**WORK TASK:** Whenever an image turns up, omit it and return the remaining data exactly.

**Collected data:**
------------------------------------

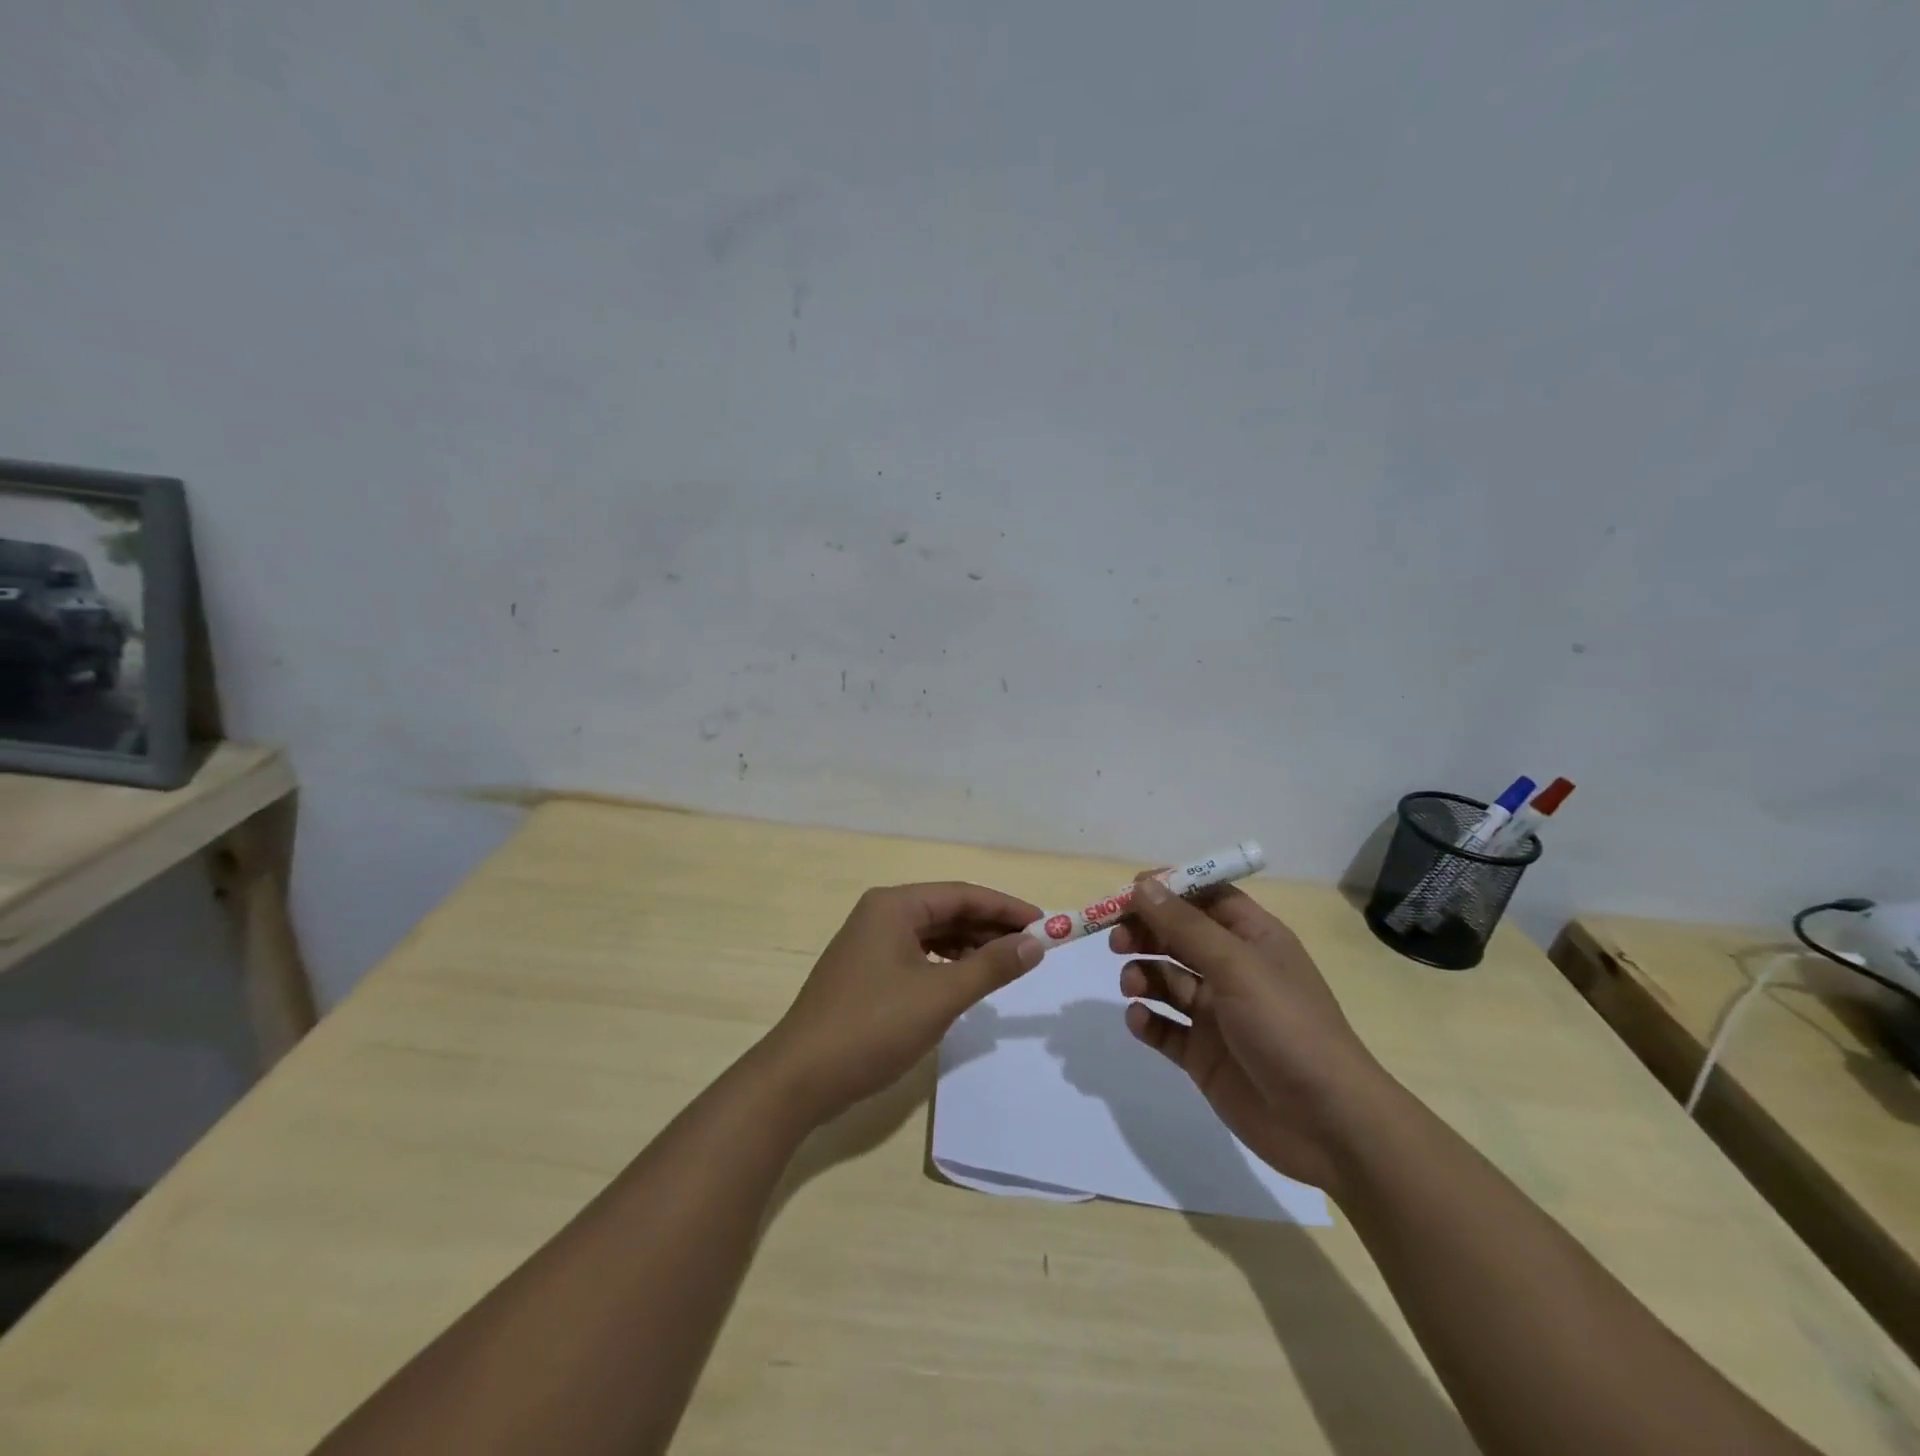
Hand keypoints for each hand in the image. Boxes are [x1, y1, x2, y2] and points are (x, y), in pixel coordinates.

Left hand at [765, 882, 1042, 1122]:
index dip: (1006, 908)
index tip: (1044, 923)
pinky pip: (917, 955)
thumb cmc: (873, 1027)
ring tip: (1006, 965)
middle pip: (947, 911)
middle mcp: (880, 914)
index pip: (963, 894)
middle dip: (990, 927)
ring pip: (932, 934)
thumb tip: (1035, 943)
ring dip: (970, 946)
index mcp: (894, 905)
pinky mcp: (866, 972)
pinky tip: (966, 980)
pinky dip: (946, 964)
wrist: (800, 1078)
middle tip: (1033, 947)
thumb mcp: (940, 995)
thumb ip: (991, 966)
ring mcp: (869, 943)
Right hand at [1112, 875, 1387, 1196]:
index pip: (1206, 897)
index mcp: (1253, 939)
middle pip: (1178, 936)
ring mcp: (1217, 1014)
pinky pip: (1164, 1026)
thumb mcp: (1236, 966)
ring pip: (1166, 979)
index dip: (1169, 890)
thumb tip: (1142, 885)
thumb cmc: (1287, 1027)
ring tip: (1132, 986)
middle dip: (1145, 933)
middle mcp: (1233, 970)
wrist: (1328, 1123)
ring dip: (1143, 975)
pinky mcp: (1203, 1053)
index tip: (1129, 893)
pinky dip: (1147, 1020)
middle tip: (1117, 941)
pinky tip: (1140, 1020)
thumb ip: (1185, 926)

------------------------------------

**ANSWER TO THE PROBLEM:**
Hand keypoints for each hand in the image. Boxes are [x1, y1, x2, y2] and points are (x, y), in pixel coordinates.

Left hand at [765, 882, 1042, 1122]:
index dip: (1006, 908)
index tip: (1044, 923)
pinky pip: (917, 955)
thumb cmc: (873, 1027)
ring tip: (1006, 965)
middle pip: (947, 911)
middle mcp: (880, 914)
index pip: (963, 894)
middle dip: (990, 927)
ring pip: (932, 934)
thumb tip: (1035, 943)
ring dip: (970, 946)
index mcp: (894, 905)
pinky mcp: (866, 972)
pinky tip: (966, 980)
pinky dip: (946, 964)
wrist: (800, 1078)
middle tip: (1033, 947)
thumb mcp: (940, 995)
thumb ip: (991, 966)
ring mcp: (869, 943)
Right hand at [1112, 875, 1387, 1196]:
index pip: (1206, 897)
index mcp: (1253, 939)
middle pip: (1178, 936)
ring mcp: (1217, 1014)
pinky pip: (1164, 1026)
thumb mcp: (1236, 966)
ring pip: (1166, 979)
index dip: (1169, 890)
thumb tip: (1142, 885)
thumb cmc: (1287, 1027)
ring tip: (1132, 986)
middle dip: (1145, 933)
middle mcp: (1233, 970)
wrist: (1328, 1123)
ring dip: (1143, 975)
pinky mcp: (1203, 1053)
index tip: (1129, 893)
pinky dip: (1147, 1020)
middle tip: (1117, 941)
pinky tip: (1140, 1020)
thumb ip: (1185, 926)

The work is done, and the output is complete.